What you need to do |
Every record that follows should appear again in your answer, exactly the same.
[Opening Data shown section]
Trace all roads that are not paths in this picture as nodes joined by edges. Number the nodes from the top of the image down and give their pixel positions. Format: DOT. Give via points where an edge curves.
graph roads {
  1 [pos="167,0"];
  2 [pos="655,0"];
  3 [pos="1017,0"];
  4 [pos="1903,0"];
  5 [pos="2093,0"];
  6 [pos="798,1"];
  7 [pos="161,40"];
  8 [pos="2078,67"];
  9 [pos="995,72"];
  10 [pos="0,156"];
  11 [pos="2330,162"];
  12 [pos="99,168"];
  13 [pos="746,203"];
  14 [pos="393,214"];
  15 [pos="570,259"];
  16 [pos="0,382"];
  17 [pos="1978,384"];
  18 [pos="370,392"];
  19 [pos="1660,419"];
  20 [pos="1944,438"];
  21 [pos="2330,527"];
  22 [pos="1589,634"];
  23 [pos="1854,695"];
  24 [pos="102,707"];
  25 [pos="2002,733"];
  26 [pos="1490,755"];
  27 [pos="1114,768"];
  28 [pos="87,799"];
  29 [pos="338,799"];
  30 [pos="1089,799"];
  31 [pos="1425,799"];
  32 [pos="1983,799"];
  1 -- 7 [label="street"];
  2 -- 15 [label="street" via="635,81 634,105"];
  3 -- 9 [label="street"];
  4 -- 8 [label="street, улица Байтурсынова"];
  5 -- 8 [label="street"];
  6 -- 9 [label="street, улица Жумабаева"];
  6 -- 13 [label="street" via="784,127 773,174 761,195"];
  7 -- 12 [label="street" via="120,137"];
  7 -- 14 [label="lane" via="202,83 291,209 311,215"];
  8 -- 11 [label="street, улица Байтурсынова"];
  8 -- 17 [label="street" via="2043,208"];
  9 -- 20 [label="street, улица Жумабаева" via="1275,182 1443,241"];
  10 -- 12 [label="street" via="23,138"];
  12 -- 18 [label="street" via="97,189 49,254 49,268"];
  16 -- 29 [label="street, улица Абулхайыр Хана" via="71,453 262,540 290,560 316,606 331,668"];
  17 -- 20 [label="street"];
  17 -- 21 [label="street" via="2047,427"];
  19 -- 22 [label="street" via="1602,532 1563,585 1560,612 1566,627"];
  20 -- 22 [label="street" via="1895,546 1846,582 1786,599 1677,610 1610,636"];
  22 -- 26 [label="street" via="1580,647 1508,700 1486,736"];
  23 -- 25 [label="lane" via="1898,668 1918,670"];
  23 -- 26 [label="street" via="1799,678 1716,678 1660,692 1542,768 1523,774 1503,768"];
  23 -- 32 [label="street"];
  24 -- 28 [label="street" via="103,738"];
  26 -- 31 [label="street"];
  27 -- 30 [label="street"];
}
[Closing Data shown section]
Response to this exercise |
Trace all roads that are not paths in this picture as nodes joined by edges. Number the nodes from the top of the image down and give their pixel positions. Format: DOT. Give via points where an edge curves.
graph roads {
  1 [pos="167,0"];
  2 [pos="655,0"];
  3 [pos="1017,0"];
  4 [pos="1903,0"];
  5 [pos="2093,0"];
  6 [pos="798,1"];
  7 [pos="161,40"];
  8 [pos="2078,67"];
  9 [pos="995,72"];
  10 [pos="0,156"];
  11 [pos="2330,162"];
  12 [pos="99,168"];
  13 [pos="746,203"];
  14 [pos="393,214"];
  15 [pos="570,259"];
  16 [pos="0,382"];
  17 [pos="1978,384"];
  18 [pos="370,392"];
  19 [pos="1660,419"];
  20 [pos="1944,438"];
  21 [pos="2330,527"];
  22 [pos="1589,634"];
  23 [pos="1854,695"];
  24 [pos="102,707"];
  25 [pos="2002,733"];
  26 [pos="1490,755"];
  27 [pos="1114,768"];
  28 [pos="87,799"];
  29 [pos="338,799"];
  30 [pos="1089,799"];
  31 [pos="1425,799"];
  32 [pos="1983,799"];
  1 -- 7 [label="street"];
  2 -- 15 [label="street" via="635,81 634,105"];
  3 -- 9 [label="street"];
  4 -- 8 [label="street, улица Байтурсынова"];
  5 -- 8 [label="street"];
  6 -- 9 [label="street, улица Жумабаева"];
  6 -- 13 [label="street" via="784,127 773,174 761,195"];
  7 -- 12 [label="street" via="120,137"];
  7 -- 14 [label="lane" via="202,83 291,209 311,215"];
  8 -- 11 [label="street, улица Байтурсынова"];
  8 -- 17 [label="street" via="2043,208"];
  9 -- 20 [label="street, улица Жумабаева" via="1275,182 1443,241"];
  10 -- 12 [label="street" via="23,138"];
  12 -- 18 [label="street" via="97,189 49,254 49,268"];
  16 -- 29 [label="street, улица Абулхайыр Хана" via="71,453 262,540 290,560 316,606 331,668"];
  17 -- 20 [label="street"];
  17 -- 21 [label="street" via="2047,427"];
  19 -- 22 [label="street" via="1602,532 1563,585 1560,612 1566,627"];
  20 -- 22 [label="street" via="1895,546 1846,582 1786,599 1677,610 1610,636"];
  22 -- 26 [label="street" via="1580,647 1508,700 1486,736"];
  23 -- 25 [label="lane" via="1898,668 1918,670"];
  23 -- 26 [label="street" via="1799,678 1716,678 1660,692 1542,768 1523,774 1503,768"];
  23 -- 32 [label="street"];
  24 -- 28 [label="street" via="103,738"];
  26 -- 31 [label="street"];
  27 -- 30 [label="street"];
}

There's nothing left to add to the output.